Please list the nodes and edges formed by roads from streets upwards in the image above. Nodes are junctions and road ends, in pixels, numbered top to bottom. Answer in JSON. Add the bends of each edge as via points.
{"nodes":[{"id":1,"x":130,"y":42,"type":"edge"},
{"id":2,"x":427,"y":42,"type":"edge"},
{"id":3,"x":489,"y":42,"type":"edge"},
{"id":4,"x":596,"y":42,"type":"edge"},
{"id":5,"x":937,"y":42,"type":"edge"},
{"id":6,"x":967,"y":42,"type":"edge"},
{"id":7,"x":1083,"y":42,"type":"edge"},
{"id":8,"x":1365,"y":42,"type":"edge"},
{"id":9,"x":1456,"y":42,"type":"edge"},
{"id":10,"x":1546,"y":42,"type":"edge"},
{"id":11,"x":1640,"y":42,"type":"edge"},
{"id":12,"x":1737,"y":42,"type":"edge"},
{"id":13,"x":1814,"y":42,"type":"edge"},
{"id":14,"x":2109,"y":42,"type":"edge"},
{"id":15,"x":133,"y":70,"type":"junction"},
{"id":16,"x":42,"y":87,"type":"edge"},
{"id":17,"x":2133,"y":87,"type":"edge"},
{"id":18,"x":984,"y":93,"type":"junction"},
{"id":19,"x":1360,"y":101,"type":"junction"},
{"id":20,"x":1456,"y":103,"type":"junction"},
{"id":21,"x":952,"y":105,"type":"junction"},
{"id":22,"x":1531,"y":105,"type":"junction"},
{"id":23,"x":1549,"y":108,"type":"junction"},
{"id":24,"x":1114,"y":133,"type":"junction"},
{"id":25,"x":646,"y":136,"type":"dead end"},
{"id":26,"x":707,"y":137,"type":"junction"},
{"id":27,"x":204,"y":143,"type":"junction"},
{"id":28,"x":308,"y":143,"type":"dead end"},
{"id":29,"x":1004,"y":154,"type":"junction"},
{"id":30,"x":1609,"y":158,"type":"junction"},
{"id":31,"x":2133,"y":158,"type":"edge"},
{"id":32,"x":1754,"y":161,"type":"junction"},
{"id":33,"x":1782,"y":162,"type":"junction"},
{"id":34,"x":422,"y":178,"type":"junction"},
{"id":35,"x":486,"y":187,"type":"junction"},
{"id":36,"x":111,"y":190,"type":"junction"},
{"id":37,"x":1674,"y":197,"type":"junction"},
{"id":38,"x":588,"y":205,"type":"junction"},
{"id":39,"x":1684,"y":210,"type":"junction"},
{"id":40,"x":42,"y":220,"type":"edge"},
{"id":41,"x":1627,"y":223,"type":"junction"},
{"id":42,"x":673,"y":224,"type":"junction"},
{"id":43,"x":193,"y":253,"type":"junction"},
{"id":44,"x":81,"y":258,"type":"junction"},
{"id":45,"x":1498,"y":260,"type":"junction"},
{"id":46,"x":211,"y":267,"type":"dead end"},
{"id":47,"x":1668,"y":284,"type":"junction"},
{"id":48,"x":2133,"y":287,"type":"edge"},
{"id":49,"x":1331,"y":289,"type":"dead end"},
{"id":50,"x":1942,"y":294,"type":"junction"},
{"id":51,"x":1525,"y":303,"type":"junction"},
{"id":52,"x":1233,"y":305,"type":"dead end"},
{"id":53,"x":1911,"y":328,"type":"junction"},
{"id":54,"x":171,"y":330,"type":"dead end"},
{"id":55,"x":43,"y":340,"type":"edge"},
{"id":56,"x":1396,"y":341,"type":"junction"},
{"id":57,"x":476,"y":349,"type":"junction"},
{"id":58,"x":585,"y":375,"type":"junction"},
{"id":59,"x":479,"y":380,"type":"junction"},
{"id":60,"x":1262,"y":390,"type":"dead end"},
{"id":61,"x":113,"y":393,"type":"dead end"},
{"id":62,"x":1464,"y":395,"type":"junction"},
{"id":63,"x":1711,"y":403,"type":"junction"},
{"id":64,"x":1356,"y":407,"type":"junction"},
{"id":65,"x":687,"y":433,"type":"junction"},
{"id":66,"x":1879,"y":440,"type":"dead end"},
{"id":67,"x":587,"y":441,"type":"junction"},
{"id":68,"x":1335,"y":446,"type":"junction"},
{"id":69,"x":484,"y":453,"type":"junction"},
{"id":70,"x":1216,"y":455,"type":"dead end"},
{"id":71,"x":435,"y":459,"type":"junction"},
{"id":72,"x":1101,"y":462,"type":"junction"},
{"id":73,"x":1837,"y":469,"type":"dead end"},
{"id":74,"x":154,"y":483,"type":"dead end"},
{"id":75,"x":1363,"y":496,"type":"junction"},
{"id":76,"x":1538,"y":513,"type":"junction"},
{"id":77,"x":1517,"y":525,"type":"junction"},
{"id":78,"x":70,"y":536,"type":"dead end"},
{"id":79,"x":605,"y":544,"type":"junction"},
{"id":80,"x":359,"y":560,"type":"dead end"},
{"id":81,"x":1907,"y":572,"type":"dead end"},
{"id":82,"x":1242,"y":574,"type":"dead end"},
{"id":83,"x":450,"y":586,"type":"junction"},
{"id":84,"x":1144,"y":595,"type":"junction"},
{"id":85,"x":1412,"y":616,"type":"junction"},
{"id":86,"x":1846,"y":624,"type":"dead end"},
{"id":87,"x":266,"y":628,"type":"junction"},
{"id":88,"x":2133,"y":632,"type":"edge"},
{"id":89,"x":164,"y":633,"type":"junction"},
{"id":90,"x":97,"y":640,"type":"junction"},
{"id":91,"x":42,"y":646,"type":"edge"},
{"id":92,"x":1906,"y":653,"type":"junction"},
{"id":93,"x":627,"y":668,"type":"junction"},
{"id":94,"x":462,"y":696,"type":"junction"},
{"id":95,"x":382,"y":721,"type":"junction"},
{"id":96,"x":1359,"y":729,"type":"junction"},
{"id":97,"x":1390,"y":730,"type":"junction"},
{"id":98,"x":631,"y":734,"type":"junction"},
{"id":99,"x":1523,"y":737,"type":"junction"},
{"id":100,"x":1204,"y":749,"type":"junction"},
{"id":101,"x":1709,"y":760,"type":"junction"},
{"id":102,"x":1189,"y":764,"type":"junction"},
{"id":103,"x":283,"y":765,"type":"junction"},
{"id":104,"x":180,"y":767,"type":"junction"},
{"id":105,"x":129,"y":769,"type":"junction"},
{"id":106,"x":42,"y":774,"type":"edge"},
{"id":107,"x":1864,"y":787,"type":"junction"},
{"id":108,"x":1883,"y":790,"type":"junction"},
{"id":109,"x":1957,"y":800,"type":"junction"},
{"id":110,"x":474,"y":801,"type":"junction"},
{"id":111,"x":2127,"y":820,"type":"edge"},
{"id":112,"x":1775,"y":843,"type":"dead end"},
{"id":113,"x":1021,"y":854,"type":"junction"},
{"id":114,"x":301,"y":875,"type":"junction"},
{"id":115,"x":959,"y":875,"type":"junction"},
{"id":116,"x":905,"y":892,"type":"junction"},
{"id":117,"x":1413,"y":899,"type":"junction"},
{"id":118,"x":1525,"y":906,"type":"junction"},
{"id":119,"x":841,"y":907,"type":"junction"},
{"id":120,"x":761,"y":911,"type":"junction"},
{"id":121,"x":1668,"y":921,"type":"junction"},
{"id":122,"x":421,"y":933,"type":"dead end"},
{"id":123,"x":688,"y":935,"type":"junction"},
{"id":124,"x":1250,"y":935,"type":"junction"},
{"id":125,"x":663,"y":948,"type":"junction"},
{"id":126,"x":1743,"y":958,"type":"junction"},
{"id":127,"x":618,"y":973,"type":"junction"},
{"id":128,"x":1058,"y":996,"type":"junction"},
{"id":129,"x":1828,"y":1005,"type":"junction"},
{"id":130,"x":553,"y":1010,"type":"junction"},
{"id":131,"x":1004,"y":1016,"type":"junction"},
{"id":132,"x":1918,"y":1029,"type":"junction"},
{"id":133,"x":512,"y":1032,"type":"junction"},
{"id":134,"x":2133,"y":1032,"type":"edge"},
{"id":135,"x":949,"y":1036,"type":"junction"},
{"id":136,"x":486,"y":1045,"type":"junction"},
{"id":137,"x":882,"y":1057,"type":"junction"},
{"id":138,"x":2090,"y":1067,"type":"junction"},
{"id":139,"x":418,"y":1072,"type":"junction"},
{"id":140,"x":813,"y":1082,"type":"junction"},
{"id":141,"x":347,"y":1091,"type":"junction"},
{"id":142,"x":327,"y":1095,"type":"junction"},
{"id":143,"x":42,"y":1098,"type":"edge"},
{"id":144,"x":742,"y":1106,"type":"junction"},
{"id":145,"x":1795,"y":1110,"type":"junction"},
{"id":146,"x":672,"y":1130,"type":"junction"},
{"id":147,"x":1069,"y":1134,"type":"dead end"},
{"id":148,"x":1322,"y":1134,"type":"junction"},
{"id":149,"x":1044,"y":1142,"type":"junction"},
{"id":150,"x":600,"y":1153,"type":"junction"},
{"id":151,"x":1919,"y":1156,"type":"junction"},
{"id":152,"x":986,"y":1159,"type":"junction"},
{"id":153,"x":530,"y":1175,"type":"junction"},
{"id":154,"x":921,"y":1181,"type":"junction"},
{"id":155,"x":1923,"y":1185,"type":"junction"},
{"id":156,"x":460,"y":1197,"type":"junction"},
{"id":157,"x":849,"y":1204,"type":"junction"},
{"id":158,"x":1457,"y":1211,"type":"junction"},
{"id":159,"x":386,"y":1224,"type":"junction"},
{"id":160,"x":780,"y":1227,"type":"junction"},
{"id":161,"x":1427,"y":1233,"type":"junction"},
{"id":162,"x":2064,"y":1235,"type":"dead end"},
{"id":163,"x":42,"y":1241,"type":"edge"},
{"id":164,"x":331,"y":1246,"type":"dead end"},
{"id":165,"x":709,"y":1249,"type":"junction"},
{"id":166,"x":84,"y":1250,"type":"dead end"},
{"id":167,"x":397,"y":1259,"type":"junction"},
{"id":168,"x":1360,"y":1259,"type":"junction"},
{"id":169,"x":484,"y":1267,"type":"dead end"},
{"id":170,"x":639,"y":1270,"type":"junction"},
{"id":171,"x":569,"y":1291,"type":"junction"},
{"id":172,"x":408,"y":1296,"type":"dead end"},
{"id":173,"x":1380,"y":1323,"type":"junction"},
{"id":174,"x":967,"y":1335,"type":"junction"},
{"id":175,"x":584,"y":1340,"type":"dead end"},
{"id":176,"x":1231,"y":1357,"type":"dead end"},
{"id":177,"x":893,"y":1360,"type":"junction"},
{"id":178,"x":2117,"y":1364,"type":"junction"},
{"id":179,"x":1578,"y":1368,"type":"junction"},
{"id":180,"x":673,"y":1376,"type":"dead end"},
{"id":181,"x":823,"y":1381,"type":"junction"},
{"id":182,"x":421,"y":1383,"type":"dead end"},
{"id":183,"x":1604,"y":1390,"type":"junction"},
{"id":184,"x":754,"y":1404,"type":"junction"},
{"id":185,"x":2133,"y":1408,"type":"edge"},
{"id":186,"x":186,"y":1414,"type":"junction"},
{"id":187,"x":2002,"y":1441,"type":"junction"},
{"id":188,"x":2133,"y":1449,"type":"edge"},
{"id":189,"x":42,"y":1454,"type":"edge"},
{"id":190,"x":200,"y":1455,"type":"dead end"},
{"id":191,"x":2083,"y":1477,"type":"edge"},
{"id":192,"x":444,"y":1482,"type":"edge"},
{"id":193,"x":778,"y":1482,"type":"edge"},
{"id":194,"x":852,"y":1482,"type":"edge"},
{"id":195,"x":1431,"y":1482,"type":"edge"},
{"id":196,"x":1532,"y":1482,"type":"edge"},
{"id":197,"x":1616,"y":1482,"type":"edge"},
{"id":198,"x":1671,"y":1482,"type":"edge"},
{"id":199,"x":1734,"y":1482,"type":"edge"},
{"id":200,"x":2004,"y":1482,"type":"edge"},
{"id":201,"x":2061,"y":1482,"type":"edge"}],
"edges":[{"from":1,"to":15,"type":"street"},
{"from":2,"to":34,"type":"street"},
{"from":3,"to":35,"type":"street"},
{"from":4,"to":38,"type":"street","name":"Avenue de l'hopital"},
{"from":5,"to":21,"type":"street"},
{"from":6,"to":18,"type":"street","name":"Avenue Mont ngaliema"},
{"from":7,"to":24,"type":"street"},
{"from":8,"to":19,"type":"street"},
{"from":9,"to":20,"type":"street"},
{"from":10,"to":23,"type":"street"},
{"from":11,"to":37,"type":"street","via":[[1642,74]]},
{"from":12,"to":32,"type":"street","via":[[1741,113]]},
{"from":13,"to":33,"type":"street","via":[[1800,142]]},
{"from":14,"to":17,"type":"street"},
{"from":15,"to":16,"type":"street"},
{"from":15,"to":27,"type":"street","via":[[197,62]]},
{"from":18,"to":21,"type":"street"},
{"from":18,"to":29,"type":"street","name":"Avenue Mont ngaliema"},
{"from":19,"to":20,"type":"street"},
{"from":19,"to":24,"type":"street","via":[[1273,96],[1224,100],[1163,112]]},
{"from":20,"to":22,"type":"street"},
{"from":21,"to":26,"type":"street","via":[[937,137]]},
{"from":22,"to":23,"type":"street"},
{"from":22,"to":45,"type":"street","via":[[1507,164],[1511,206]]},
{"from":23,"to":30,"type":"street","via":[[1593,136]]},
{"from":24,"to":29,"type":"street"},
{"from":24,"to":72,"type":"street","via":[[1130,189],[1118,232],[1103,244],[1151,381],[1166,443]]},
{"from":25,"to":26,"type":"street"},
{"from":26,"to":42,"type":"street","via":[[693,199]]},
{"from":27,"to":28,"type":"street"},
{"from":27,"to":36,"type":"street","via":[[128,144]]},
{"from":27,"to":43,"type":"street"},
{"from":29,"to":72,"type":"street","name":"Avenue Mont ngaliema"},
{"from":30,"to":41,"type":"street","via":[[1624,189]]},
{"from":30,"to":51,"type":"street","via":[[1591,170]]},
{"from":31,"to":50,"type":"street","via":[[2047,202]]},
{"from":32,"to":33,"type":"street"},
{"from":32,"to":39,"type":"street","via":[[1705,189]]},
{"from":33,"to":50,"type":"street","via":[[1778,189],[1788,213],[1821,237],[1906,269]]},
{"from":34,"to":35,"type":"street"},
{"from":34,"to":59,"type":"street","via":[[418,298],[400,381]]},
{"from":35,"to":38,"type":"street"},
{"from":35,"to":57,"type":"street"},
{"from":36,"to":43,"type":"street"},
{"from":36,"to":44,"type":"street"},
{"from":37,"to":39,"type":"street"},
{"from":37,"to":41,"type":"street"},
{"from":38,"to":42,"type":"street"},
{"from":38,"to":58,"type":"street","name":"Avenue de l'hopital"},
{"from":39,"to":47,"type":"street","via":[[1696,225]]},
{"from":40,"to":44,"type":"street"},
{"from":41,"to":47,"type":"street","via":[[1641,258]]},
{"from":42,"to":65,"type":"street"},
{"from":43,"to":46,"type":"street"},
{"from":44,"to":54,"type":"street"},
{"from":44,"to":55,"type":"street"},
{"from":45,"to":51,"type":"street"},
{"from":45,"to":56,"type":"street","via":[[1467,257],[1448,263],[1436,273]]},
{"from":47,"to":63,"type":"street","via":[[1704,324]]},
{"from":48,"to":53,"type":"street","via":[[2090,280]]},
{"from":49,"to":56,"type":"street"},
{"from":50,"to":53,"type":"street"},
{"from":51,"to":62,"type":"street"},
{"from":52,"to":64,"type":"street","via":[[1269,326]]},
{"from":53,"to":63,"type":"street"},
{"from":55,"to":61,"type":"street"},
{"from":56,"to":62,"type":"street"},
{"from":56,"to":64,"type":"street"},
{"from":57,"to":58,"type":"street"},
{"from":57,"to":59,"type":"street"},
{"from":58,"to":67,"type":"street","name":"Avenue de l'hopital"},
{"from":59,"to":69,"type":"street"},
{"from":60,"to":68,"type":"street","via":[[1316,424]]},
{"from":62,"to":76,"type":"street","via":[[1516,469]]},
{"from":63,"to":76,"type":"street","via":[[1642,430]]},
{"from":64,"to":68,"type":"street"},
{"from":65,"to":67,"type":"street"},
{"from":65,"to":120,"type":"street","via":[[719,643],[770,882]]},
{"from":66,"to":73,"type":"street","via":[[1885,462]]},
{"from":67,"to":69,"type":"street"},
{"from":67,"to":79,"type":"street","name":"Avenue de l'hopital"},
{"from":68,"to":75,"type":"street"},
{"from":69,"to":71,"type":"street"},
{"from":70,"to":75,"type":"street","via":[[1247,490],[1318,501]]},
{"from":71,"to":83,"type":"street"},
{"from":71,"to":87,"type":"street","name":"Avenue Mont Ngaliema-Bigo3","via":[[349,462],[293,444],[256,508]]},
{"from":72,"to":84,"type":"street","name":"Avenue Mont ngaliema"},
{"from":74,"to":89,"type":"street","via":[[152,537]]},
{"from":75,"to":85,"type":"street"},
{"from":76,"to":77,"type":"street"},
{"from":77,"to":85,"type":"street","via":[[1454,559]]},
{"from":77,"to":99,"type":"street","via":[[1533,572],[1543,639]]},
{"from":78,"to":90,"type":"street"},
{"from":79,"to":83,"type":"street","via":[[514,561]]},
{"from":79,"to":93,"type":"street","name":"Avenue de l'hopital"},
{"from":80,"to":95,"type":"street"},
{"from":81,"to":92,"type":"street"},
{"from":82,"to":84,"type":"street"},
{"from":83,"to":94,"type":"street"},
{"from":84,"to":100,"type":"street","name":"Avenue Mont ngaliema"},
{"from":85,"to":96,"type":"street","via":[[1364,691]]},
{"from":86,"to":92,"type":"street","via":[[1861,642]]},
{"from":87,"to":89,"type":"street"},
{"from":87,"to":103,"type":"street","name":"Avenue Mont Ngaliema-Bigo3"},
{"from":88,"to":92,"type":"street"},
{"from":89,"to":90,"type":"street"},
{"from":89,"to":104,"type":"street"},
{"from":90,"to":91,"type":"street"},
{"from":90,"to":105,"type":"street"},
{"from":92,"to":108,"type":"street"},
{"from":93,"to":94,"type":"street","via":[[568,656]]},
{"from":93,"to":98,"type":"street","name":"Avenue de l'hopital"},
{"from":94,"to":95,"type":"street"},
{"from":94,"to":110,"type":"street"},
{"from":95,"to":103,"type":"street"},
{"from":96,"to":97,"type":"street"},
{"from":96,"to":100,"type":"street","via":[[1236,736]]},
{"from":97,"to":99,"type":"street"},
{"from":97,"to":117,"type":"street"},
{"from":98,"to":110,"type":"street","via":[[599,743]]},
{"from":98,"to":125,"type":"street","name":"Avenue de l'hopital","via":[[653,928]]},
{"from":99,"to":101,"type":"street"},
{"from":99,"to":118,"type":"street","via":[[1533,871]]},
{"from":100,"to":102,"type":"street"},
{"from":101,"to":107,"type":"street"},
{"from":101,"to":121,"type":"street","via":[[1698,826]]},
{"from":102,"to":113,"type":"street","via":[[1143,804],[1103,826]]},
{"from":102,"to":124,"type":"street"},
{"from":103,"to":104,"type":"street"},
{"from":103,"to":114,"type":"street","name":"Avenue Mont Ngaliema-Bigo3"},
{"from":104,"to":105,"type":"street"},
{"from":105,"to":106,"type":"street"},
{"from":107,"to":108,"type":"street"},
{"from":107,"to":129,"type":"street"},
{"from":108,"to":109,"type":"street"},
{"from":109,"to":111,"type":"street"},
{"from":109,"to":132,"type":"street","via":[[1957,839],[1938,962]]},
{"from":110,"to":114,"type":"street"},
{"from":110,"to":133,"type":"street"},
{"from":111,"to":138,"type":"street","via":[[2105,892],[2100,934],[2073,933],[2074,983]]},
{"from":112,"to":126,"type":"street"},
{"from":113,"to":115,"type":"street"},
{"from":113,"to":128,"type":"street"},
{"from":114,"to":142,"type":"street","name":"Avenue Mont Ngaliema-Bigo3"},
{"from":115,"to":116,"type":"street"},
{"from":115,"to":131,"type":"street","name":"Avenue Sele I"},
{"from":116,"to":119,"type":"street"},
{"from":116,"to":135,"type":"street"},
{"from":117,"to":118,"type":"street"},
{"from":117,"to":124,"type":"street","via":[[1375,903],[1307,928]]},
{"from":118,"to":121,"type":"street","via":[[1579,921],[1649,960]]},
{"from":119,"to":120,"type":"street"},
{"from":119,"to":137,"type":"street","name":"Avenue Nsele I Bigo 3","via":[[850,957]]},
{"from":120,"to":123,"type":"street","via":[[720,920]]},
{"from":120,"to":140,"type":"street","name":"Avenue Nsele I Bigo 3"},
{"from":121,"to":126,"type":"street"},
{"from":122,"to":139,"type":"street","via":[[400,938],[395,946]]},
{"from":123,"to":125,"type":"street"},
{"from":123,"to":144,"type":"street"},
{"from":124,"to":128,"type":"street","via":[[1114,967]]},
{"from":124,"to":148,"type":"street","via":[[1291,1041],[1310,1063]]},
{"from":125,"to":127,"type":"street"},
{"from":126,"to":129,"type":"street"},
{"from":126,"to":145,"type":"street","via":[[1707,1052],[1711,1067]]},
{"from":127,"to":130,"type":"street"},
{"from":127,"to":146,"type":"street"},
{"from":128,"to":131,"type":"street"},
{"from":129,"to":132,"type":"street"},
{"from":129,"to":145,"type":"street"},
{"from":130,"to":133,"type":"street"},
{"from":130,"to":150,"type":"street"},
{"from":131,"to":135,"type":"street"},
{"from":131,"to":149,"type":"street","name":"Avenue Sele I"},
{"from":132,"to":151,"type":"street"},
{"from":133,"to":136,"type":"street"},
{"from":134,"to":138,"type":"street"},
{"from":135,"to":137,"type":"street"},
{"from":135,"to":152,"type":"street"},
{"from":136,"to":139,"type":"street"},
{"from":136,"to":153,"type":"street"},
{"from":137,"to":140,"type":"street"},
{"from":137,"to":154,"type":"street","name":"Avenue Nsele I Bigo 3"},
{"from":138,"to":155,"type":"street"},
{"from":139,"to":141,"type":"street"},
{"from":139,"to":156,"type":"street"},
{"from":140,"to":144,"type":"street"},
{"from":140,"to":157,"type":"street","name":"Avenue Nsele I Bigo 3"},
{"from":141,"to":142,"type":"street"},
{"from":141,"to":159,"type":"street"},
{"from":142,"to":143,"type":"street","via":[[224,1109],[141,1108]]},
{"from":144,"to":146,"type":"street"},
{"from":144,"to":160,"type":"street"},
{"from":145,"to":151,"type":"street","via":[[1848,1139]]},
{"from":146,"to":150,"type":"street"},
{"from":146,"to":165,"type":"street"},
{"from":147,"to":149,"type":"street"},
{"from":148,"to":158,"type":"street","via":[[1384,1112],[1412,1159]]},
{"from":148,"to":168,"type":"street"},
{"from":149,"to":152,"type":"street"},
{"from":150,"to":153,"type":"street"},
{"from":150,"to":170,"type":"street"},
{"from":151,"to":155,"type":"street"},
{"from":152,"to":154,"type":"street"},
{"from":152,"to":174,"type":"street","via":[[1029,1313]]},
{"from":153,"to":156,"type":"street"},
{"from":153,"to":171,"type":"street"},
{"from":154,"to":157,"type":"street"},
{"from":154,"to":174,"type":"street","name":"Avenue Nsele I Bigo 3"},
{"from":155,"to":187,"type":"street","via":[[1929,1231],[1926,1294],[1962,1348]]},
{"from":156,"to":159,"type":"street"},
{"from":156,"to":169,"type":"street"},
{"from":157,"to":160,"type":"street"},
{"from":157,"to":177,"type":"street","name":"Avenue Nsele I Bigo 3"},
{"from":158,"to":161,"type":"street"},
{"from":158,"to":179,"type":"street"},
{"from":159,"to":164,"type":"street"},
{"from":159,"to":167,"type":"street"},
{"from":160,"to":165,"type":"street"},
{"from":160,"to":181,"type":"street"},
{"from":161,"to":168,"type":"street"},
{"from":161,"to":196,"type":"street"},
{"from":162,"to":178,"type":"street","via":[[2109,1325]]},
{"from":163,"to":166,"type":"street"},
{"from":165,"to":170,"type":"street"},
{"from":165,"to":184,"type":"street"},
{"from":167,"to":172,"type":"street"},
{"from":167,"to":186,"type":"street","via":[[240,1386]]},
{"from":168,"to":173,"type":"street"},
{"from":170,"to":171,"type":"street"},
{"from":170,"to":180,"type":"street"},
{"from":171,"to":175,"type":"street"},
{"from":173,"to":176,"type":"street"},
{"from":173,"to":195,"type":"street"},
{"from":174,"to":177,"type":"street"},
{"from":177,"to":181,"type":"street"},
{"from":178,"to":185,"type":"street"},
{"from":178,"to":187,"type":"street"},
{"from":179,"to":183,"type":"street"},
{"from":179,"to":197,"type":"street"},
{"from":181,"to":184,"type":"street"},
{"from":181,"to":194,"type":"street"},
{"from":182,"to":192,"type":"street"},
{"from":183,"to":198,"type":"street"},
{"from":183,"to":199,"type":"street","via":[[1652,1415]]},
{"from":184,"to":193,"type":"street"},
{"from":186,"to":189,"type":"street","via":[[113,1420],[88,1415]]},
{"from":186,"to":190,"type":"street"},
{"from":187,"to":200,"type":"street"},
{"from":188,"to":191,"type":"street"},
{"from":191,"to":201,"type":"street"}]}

Problem requirements
Check each line above for the string "edges" and return those that contain it.

Result below
Please list the nodes and edges formed by roads from streets upwards in the image above. Nodes are junctions and road ends, in pixels, numbered top to bottom. Answer in JSON. Add the bends of each edge as via points.
"edges":[{"from":1,"to":15,"type":"street"},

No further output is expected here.